Building a house from clay, linen and straw

Neurologist Simone Schnurer spreads even greater hope. An expert on hereditary muscle diseases at the Charité in Berlin mentions a study in which genetically modified upper arm muscles can be repaired using so-called gene scissors. In a year and a half, it should be possible to even specifically reprogram individual muscles, Schnurer believes. The whole thing works by using genetic scissors, which can cut out the wrong changes in the DNA and replace it with a flawless sequence. Sylvie Borst is also confident. After a record temperature of nearly 40 degrees Celsius in 2003, a spatial planner helped transform an entire district in Paris so that it remained livable even in extreme heat. Instead of reinforced concrete, wood, clay, flax and straw were used in the construction of the house, and the landscaped park reduces the temperature by about four degrees compared to the street. It saves lives. In Europe, 60,000 people die every year due to the heat.
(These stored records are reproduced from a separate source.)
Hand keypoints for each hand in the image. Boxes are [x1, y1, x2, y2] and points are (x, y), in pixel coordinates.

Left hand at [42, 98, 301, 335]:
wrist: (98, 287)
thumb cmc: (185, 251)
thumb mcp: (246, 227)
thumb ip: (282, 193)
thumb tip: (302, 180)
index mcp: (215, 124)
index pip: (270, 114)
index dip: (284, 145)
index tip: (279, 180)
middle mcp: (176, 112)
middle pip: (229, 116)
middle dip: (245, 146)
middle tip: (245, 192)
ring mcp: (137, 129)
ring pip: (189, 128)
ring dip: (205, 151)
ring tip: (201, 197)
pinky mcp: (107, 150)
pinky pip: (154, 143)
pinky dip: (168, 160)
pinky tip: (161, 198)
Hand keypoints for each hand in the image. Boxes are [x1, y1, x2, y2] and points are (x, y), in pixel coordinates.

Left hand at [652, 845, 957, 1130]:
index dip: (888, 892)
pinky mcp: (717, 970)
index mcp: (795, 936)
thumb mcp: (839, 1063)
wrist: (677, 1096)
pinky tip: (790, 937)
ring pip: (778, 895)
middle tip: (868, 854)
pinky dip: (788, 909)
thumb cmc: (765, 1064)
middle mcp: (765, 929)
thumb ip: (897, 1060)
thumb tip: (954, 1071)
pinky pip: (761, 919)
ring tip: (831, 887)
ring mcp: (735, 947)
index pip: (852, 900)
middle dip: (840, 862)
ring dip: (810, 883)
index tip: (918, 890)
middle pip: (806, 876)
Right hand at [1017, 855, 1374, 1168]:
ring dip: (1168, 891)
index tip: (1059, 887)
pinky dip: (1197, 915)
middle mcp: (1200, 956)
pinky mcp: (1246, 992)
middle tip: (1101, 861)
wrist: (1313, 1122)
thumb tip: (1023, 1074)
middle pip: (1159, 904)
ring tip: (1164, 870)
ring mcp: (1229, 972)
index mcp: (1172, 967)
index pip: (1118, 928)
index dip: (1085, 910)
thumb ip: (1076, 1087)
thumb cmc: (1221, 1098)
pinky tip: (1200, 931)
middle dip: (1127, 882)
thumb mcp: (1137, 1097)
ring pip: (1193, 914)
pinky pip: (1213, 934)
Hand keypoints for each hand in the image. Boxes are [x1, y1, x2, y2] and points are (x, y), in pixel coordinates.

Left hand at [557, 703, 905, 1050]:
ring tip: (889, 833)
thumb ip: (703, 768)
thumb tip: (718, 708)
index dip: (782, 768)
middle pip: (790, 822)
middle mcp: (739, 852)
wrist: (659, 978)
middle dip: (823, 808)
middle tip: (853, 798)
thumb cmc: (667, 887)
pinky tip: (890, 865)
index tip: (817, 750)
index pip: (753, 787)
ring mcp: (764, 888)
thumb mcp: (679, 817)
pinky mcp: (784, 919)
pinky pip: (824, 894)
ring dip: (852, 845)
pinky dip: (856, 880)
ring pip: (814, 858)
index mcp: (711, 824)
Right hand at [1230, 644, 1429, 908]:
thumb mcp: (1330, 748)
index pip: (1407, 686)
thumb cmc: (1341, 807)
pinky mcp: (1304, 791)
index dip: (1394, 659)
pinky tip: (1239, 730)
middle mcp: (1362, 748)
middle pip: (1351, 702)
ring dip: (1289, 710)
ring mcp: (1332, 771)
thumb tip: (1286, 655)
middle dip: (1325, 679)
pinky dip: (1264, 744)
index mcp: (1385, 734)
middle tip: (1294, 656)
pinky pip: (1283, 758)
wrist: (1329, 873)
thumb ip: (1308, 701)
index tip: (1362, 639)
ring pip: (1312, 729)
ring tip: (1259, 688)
Eat vegetables and stay a kid

The documentary is an interesting journey of discovery into the medical innovations of the future. At the same time, Eckart von Hirschhausen remains serious and avoids anything sensational. The result: medicine can do a lot and more in the future. The only question that remains is whether what is possible remains affordable for everyone in case of illness. But many diseases may not even occur. At the end of the documentary, Eckart von Hirschhausen gives some tips for a longer life: don't smoke, exercise regularly, eat lots of vegetables and grow up but stay a child. Hirschhausen himself has emphatically shown his own childish curiosity with this documentary.